總控制室位於飛船的頂部,呈扁筒狀,直徑有五米,高有四米。弧形牆壁上裝有各式各樣的儀表,儀表之間裝有許多較小的屏幕,滾動着阿爾法文字。天棚上似乎繪的是一幅星圖。當然,這幅星圖與我們地球上的北天星圖或南天星圖都不相同:我一點也看不懂,找不出任何一個我熟悉的星座。星圖上有許多條等距離的、彼此交叉的細線,我相信那就是座標一類的東西。天棚中央有一個直徑約一點五米的圓窗,可以直接觀看前進方向上的星空。地板上,正對天窗的位置上,有一面黑色的金屬圓盤被固定在約一米高的支架上。後來我才知道,它是用來監測前進方向上宇宙射線的儀器。
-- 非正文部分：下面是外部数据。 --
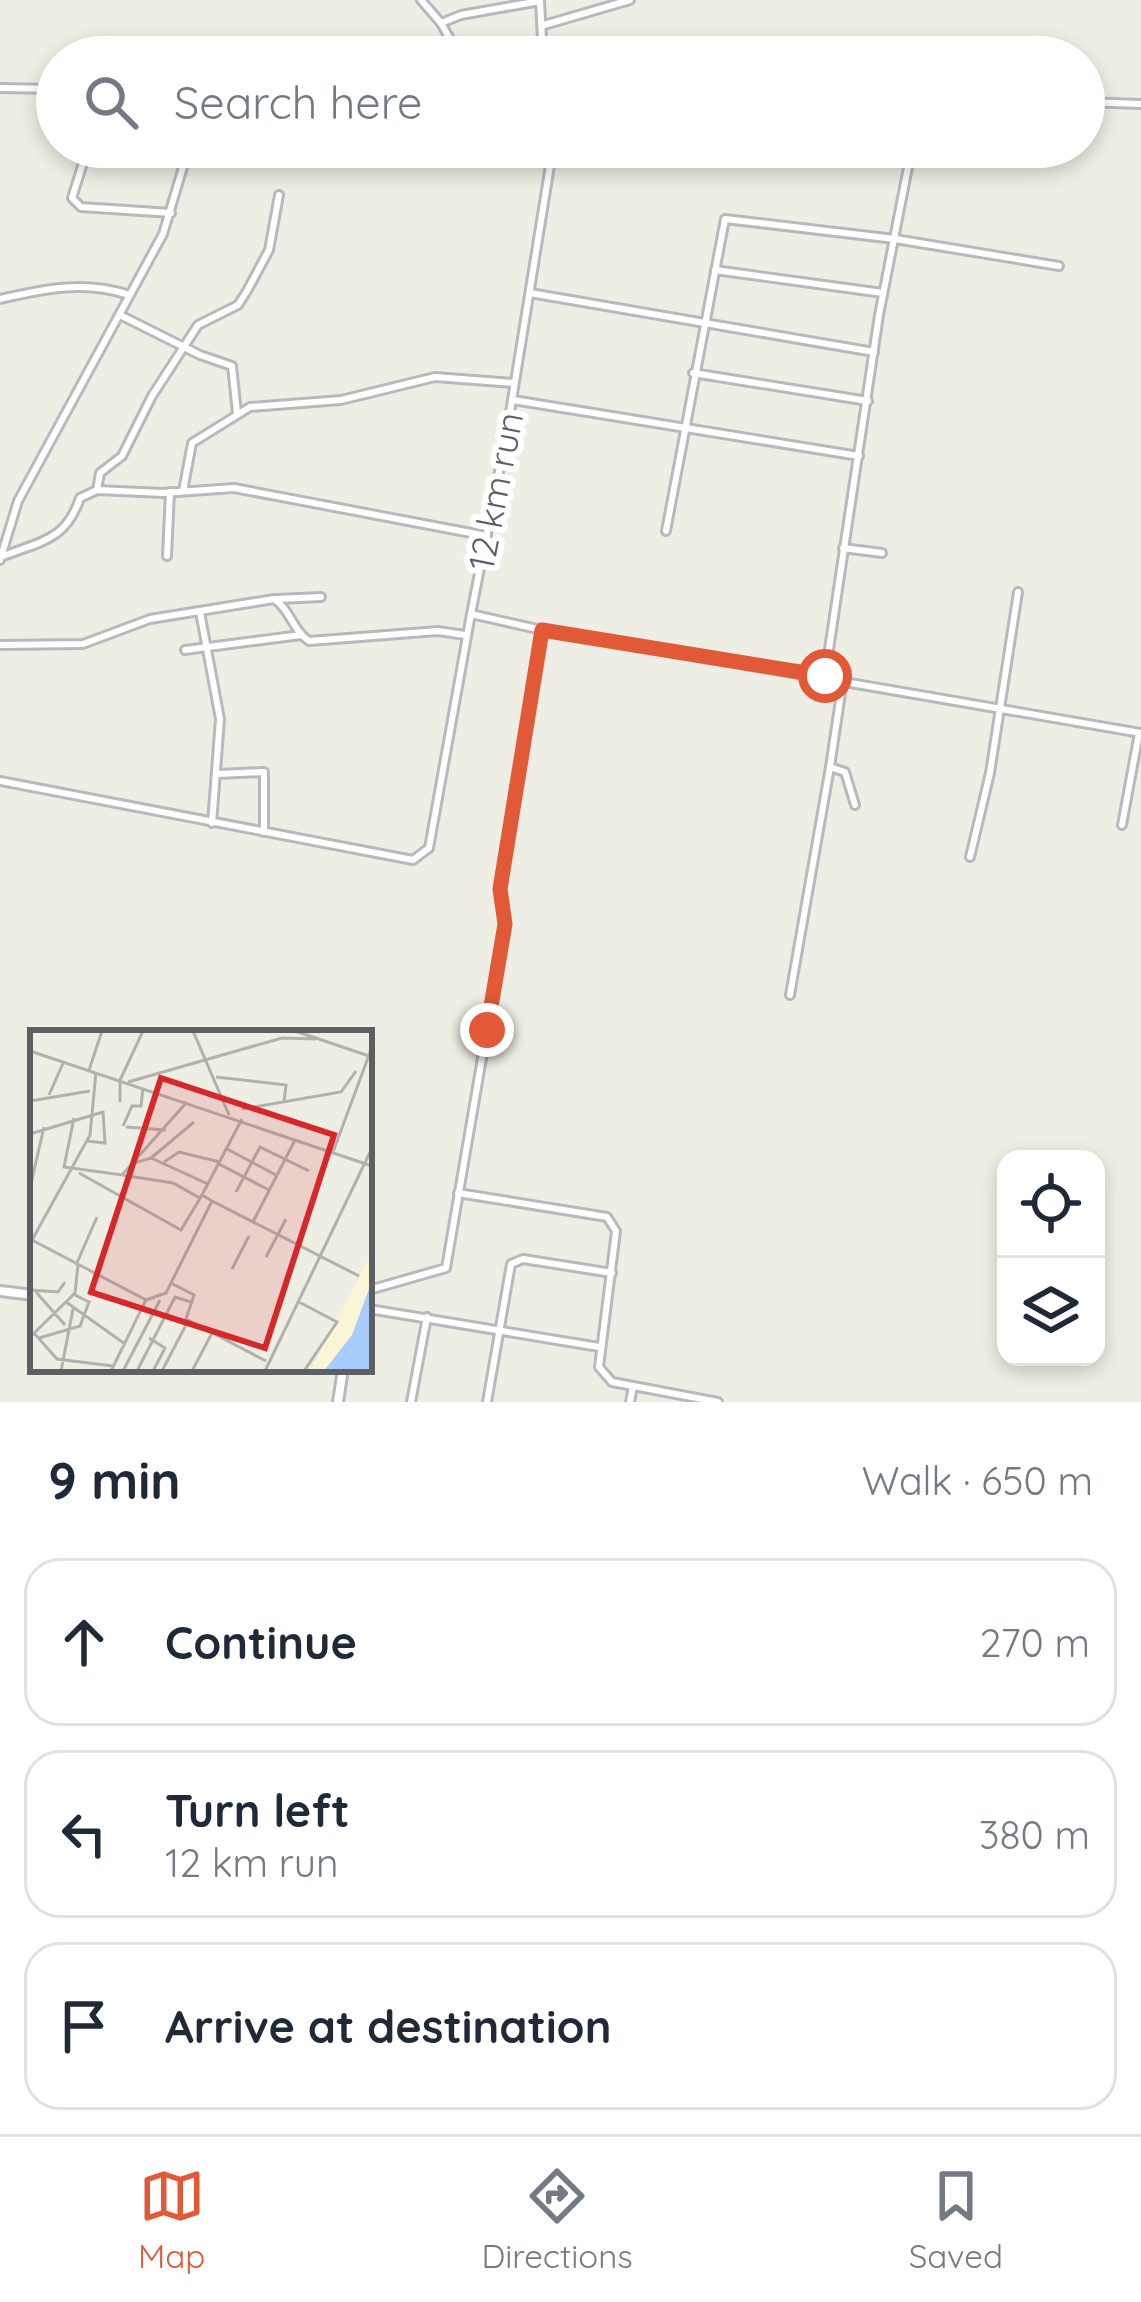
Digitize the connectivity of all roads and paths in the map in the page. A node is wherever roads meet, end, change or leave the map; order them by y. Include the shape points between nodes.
1 (421, 0) edge
2 (630, 0) edge
3 (441, 23) junction
4 (544, 25) junction
5 (448, 36) edge
6 (540, 36) edge
7 (0, 88) edge
8 (36, 89) edge
9 (1105, 103) edge
10 (1141, 104) edge
11 (81, 168) edge
12 (183, 168) edge
13 (551, 168) edge
14 (908, 168) edge
15 (279, 195) dead end
16 (171, 213) junction
17 (895, 239) junction
18 (1060, 266) dead end
19 (715, 270) junction
20 (530, 292) junction
21 (884, 293) junction
22 (130, 296) junction
23 (0, 299) edge
24 (119, 315) junction
25 (704, 322) junction
26 (182, 344) junction
27 (874, 352) junction
28 (693, 373) junction
29 (515, 383) junction
30 (512, 400) junction
31 (868, 401) junction
32 (237, 412) junction
33 (684, 428) junction
34 (859, 456) junction
35 (97, 490) junction
36 (183, 491) junction
37 (170, 492) junction
38 (667, 531) dead end
39 (487, 536) junction
40 (843, 548) junction
41 (882, 553) dead end
42 (167, 556) dead end
43 (2, 558) edge
44 (1018, 592) dead end
45 (321, 597) dead end
46 (274, 599) junction
47 (200, 611) junction
48 (471, 614) junction
49 (542, 630) junction
50 (301, 635) junction
51 (465, 635) junction
52 (0, 645) edge
53 (207, 647) junction
54 (185, 650) dead end
55 (825, 676) junction
56 (843, 680) junction
57 (1000, 708) junction
58 (1140, 733) edge
59 (830, 767) junction
60 (218, 774) junction
61 (0, 781) edge
62 (856, 806) dead end
63 (212, 823) junction
64 (1122, 825) dead end
65 (264, 832) junction
66 (970, 857) dead end
67 (790, 995) dead end
68 (458, 1193) junction
69 (612, 1273) junction
70 (372, 1289) edge
71 (0, 1291) edge
72 (30, 1295) edge
73 (372, 1310) edge
74 (427, 1317) junction
75 (497, 1329) junction
76 (599, 1347) junction
77 (343, 1372) edge
78 (633, 1386) junction
79 (338, 1402) edge
80 (411, 1402) edge
81 (487, 1402) edge
82 (630, 1402) edge
83 (718, 1402) edge

1 - 3 street
2 - 4 street
3 - 4 street via 540,1
3 - 5 street
4 - 6 street
7 - 8 street
9 - 10 street
11 - 16 street via 72,198 81,207
12 - 16 street
13 - 20 street, 12 km run
14 - 17 street
15 - 26 street via 269,250 238,305 198,325
16 - 22 street
17 - 18 street
17 - 19 street via 725,219
17 - 21 street
19 - 21 street
19 - 25 street
20 - 25 street
20 - 29 street, 12 km run
21 - 27 street
22 - 23 street via 81,285
22 - 24 street
24 - 26 street
24 - 43 street via 18,501
25 - 27 street
25 - 28 street
26 - 32 street via 232,366
26 - 35 street
27 - 31 street
28 - 31 street
28 - 33 street
29 - 30 street, 12 km run
29 - 32 street via 435,377 341,400
30 - 33 street
30 - 39 street, 12 km run
31 - 34 street
32 - 36 street via 193,443
33 - 34 street
33 - 38 street
34 - 40 street
35 - 37 street
35 - 43 street via 80,497 67,529
36 - 37 street
36 - 39 street via 234,488
37 - 42 street
39 - 48 street, 12 km run
40 - 41 street
40 - 55 street
44 - 57 street
45 - 46 street
46 - 47 street
46 - 50 street
47 - 52 street via 83,644
47 - 53 street
48 - 49 street, 12 km run
48 - 51 street
49 - 55 street, 12 km run
49 - 68 street via 500,889 505,924
50 - 51 street
50 - 53 street
51 - 65 street via 423,855 413,860
53 - 54 street
53 - 60 street via 220,719
55 - 56 street, 12 km run
56 - 57 street, 12 km run
56 - 59 street
57 - 58 street, 12 km run
57 - 66 street
58 - 64 street
59 - 62 street via 845,772
59 - 67 street
60 - 63 street
60 - 65 street via 264,772
61 - 63 street
63 - 65 street
68 - 69 street via 607,1216 616,1231
68 - 70 street via 446,1268
69 - 75 street via 515,1260
69 - 76 street
71 - 72 street
73 - 74 street
74 - 75 street
74 - 80 street
75 - 76 street
75 - 81 street
76 - 78 street via 603,1374
77 - 79 street
78 - 82 street
78 - 83 street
大約兩三分鐘後,朗姆博士按動一個開關,關閉屏幕,這才轉過身來。巴姆蒂蘿小姐走上前,向博士鞠躬——那動作與地球亞洲東部的人很是相似——用阿爾法語告訴他,站在他面前的,就是那個阿卡利利,然後又通過翻譯機向我做了介紹。於是,朗姆博士通過翻譯機說道:
“歡迎你,阿卡利利!”
聽到“歡迎”二字,特別是語音合成器發出的那種令人不愉快的單調聲音,我的心中不由得重新燃起怒火。我大聲說道:
“不,先生,我向你們提出最強烈的抗議!”
他聽完翻譯,臉上出現了一絲驚訝,隨後又是一絲微笑;接着,他通過翻譯機說:
“是嗎?請講。”
“你們向我們毫無道理地發起進攻,使我們喪失抵抗能力,又未經我的同意,強行把我帶到你們的飛船上,離開我的星球和我的祖國,甚至不容我同朋友和親人告別。如果你們阿爾法人是理智的高級生物,那就一定明白,這是一種極不道德、十分野蠻的行爲,也可以說是一種極其嚴重的犯罪!這種劫持罪行,在地球上,是會受到嚴厲懲處的。”
翻譯機立刻將我的話譯成他們本民族的語言。朗姆博士聽了這番話,就哈哈大笑起來。
“我已經對阿爾法航天局的官員們說過,”他自言自語道,“對地球人是不可以輕視的。這就是一個證明。”
他低下頭沉默了一會兒,接着說:“不過,朋友,你所說的道德與犯罪的概念,只適用於同一生命物種之內,從來就不存在於不同的物種之間。我們在你們地球上進行了長時間的研究,對你所代表的這一類動物的研究尤爲仔細。你看,我們可以翻譯你們的語言,這就是很好的證明。根據我們的觀察,地球人在捕捉或殺死別的動物時,就從來不會徵求它們的意見,更不要說你們採取的手段是何等的粗暴殘忍了。你們地球人類把被你稱爲雪麗的這一類動物捉來馴爲奴隸時,你們可曾徵求過它們的意見、並讓它同自己草原上的夥伴告別了嗎?根據我們在地球上的調查和測試,我們知道,它們是很不情願的呢。”